---- Source data

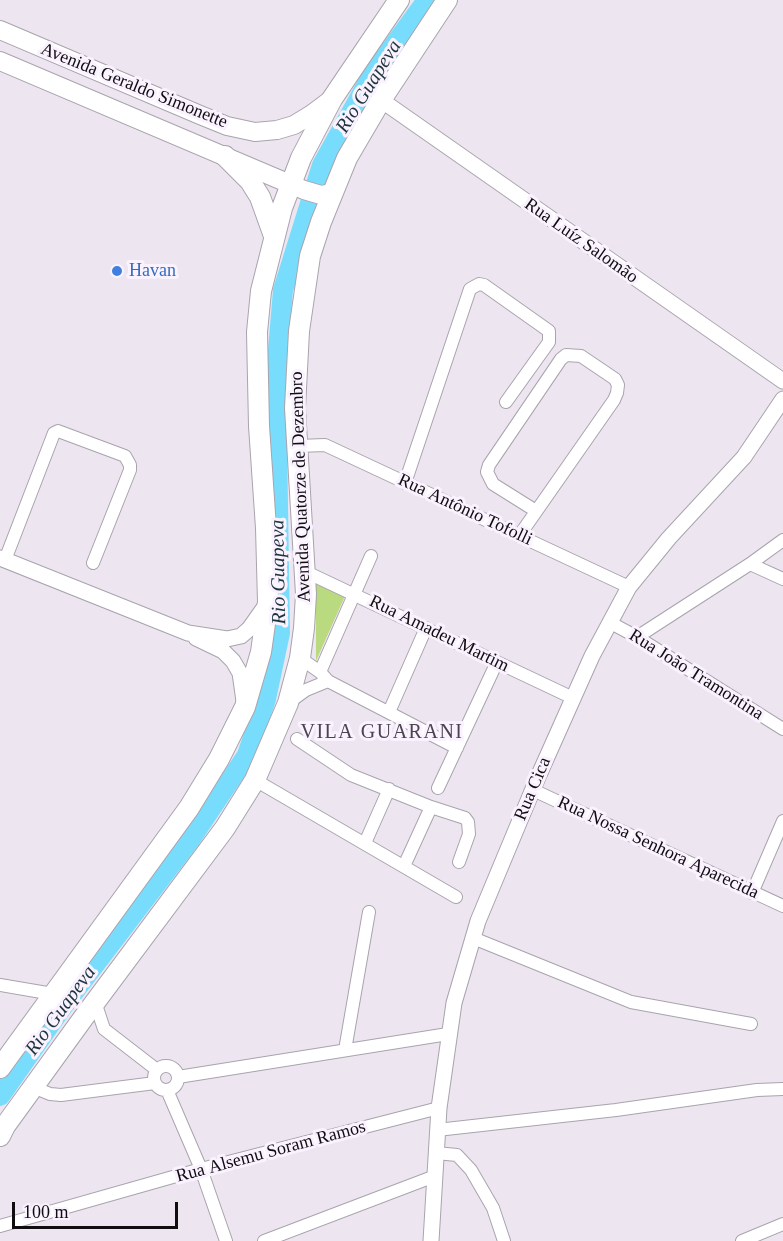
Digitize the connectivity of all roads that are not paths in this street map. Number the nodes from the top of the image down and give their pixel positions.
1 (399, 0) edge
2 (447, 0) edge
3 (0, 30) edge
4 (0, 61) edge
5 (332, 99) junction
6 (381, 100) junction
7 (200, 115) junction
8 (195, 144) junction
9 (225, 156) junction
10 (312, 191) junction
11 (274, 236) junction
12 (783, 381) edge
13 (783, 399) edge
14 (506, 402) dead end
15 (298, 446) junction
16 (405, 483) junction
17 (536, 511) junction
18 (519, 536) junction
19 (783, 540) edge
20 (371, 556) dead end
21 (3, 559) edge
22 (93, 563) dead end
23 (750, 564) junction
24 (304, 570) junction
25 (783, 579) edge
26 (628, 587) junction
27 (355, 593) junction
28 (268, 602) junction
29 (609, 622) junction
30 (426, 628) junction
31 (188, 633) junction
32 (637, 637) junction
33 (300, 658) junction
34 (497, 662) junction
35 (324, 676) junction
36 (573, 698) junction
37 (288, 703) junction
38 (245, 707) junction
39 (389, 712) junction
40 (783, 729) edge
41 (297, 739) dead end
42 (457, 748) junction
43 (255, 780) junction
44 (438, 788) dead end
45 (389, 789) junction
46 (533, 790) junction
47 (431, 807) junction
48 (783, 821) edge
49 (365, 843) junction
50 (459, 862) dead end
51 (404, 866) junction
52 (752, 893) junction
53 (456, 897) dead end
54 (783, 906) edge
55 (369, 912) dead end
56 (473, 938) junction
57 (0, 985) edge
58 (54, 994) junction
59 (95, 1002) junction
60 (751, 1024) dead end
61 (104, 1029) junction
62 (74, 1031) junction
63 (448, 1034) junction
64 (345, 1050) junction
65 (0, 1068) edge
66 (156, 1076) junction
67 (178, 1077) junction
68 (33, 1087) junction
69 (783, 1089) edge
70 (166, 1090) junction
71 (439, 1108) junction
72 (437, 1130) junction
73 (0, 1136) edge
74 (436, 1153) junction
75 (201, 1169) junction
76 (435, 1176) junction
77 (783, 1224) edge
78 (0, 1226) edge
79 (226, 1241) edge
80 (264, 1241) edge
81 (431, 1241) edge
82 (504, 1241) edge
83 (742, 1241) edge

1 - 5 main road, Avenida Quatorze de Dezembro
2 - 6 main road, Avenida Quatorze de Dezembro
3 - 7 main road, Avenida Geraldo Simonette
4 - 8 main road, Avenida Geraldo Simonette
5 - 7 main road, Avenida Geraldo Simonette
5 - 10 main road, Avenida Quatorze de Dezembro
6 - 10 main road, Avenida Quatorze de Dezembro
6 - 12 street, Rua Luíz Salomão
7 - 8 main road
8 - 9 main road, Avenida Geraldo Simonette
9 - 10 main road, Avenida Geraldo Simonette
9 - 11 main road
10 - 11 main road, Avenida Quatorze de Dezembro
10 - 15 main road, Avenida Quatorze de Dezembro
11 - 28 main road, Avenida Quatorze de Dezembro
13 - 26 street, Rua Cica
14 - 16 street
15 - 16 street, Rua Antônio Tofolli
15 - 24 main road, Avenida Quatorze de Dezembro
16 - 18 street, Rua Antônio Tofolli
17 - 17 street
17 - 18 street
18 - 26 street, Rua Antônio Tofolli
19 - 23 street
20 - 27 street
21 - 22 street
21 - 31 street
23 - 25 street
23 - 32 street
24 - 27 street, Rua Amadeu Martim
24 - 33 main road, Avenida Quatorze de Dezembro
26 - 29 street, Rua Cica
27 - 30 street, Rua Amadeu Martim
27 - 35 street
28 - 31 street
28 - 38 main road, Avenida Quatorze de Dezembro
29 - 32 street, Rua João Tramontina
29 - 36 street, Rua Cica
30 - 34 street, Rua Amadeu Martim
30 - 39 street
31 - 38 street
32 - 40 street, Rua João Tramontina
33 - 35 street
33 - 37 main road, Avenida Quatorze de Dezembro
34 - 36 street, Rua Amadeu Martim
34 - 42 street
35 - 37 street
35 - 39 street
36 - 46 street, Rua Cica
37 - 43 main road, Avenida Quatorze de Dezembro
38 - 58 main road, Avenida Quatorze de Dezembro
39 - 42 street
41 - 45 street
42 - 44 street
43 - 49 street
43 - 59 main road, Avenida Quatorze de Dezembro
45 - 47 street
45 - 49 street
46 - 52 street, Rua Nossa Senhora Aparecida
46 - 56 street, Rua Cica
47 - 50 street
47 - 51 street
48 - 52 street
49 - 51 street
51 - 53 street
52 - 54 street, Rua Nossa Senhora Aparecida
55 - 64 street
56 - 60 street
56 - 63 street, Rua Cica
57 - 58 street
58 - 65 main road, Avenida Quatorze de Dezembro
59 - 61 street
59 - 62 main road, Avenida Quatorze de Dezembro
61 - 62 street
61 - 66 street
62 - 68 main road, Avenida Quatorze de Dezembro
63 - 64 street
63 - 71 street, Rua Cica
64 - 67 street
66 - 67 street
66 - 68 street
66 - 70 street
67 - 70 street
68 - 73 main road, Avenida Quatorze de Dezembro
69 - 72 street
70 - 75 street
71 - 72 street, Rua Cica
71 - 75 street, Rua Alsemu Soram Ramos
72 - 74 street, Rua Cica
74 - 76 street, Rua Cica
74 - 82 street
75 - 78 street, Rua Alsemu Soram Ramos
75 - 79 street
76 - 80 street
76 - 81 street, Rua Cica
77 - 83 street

--------

Your output should be the full set of entries above, restated word for word and free of pictures.

Answer below —
Digitize the connectivity of all roads that are not paths in this street map. Number the nodes from the top of the image down and give their pixel positions.
1 (399, 0) edge
2 (447, 0) edge
3 (0, 30) edge
4 (0, 61) edge
5 (332, 99) junction
6 (381, 100) junction
7 (200, 115) junction
8 (195, 144) junction
9 (225, 156) junction
10 (312, 191) junction
11 (274, 236) junction
12 (783, 381) edge
13 (783, 399) edge
14 (506, 402) dead end
15 (298, 446) junction
16 (405, 483) junction
17 (536, 511) junction
18 (519, 536) junction
19 (783, 540) edge
20 (371, 556) dead end
21 (3, 559) edge
22 (93, 563) dead end
23 (750, 564) junction
24 (304, 570) junction
25 (783, 579) edge
26 (628, 587) junction
27 (355, 593) junction
28 (268, 602) junction
29 (609, 622) junction
30 (426, 628) junction
31 (188, 633) junction
32 (637, 637) junction
33 (300, 658) junction
34 (497, 662) junction
35 (324, 676) junction
36 (573, 698) junction
37 (288, 703) junction
38 (245, 707) junction
39 (389, 712) junction
40 (783, 729) edge
41 (297, 739) dead end
42 (457, 748) junction
43 (255, 780) junction
44 (438, 788) dead end
45 (389, 789) junction
46 (533, 790) junction
47 (431, 807) junction
48 (783, 821) edge
49 (365, 843) junction
50 (459, 862) dead end
51 (404, 866) junction
52 (752, 893) junction
53 (456, 897) dead end
54 (783, 906) edge
55 (369, 912) dead end
56 (473, 938) junction
57 (0, 985) edge
58 (54, 994) junction
59 (95, 1002) junction
60 (751, 1024) dead end
61 (104, 1029) junction
62 (74, 1031) junction
63 (448, 1034) junction
64 (345, 1050) junction
65 (0, 1068) edge
66 (156, 1076) junction
67 (178, 1077) junction
68 (33, 1087) junction
69 (783, 1089) edge
70 (166, 1090) junction
71 (439, 1108) junction
72 (437, 1130) junction
73 (0, 1136) edge
74 (436, 1153) junction
75 (201, 1169) junction
76 (435, 1176) junction
77 (783, 1224) edge
78 (0, 1226) edge
79 (226, 1241) edge
80 (264, 1241) edge
81 (431, 1241) edge
82 (504, 1241) edge
83 (742, 1241) edge

1 - 5 main road, Avenida Quatorze de Dezembro
2 - 6 main road, Avenida Quatorze de Dezembro
3 - 7 main road, Avenida Geraldo Simonette
4 - 8 main road, Avenida Geraldo Simonette
5 - 7 main road, Avenida Geraldo Simonette
5 - 10 main road, Avenida Quatorze de Dezembro
6 - 10 main road, Avenida Quatorze de Dezembro
6 - 12 street, Rua Luíz Salomão
7 - 8 main road
8 - 9 main road, Avenida Geraldo Simonette
9 - 10 main road, Avenida Geraldo Simonette
9 - 11 main road
10 - 11 main road, Avenida Quatorze de Dezembro
10 - 15 main road, Avenida Quatorze de Dezembro
11 - 28 main road, Avenida Quatorze de Dezembro
13 - 26 street, Rua Cica
14 - 16 street
15 - 16 street, Rua Antônio Tofolli
15 - 24 main road, Avenida Quatorze de Dezembro
16 - 18 street, Rua Antônio Tofolli
17 - 17 street
17 - 18 street
18 - 26 street, Rua Antônio Tofolli
19 - 23 street
20 - 27 street
21 - 22 street
21 - 31 street
23 - 25 street
23 - 32 street
24 - 27 street, Rua Amadeu Martim
24 - 33 main road, Avenida Quatorze de Dezembro
26 - 29 street, Rua Cica
27 - 30 street, Rua Amadeu Martim
27 - 35 street
28 - 31 street
28 - 38 main road, Avenida Quatorze de Dezembro
29 - 32 street, Rua João Tramontina
29 - 36 street, Rua Cica
30 - 34 street, Rua Amadeu Martim
30 - 39 street
31 - 38 street
32 - 40 street, Rua João Tramontina
33 - 35 street
33 - 37 main road, Avenida Quatorze de Dezembro
34 - 36 street, Rua Amadeu Martim
34 - 42 street
35 - 37 street
35 - 39 street
36 - 46 street, Rua Cica
37 - 43 main road, Avenida Quatorze de Dezembro
38 - 58 main road, Avenida Quatorze de Dezembro
39 - 42 street
41 - 45 street
42 - 44 street
43 - 49 street
43 - 59 main road, Avenida Quatorze de Dezembro
45 - 47 street
45 - 49 street
46 - 52 street, Rua Nossa Senhora Aparecida
46 - 56 street, Rua Cica
47 - 50 street
47 - 51 street
48 - 52 street
49 - 51 street
51 - 53 street
52 - 54 street, Rua Nossa Senhora Aparecida
55 - 64 street
56 - 60 street
56 - 63 street, Rua Cica
57 - 58 street
58 - 65 main road, Avenida Quatorze de Dezembro
59 - 61 street
59 - 62 main road, Avenida Quatorze de Dezembro
61 - 62 street
61 - 66 street
62 - 68 main road, Avenida Quatorze de Dezembro
63 - 64 street
63 - 71 street, Rua Cica
64 - 67 street
66 - 67 street
66 - 68 street
66 - 70 street
67 - 70 street
68 - 73 main road, Avenida Quatorze de Dezembro
69 - 72 street
70 - 75 street
71 - 72 street, Rua Cica
71 - 75 street, Rua Alsemu Soram Ramos
72 - 74 street, Rua Cica
74 - 76 street, Rua Cica
74 - 82 street
75 - 78 street, Rua Alsemu Soram Ramos
75 - 79 street
76 - 80 street
76 - 81 street, Rua Cica
77 - 83 street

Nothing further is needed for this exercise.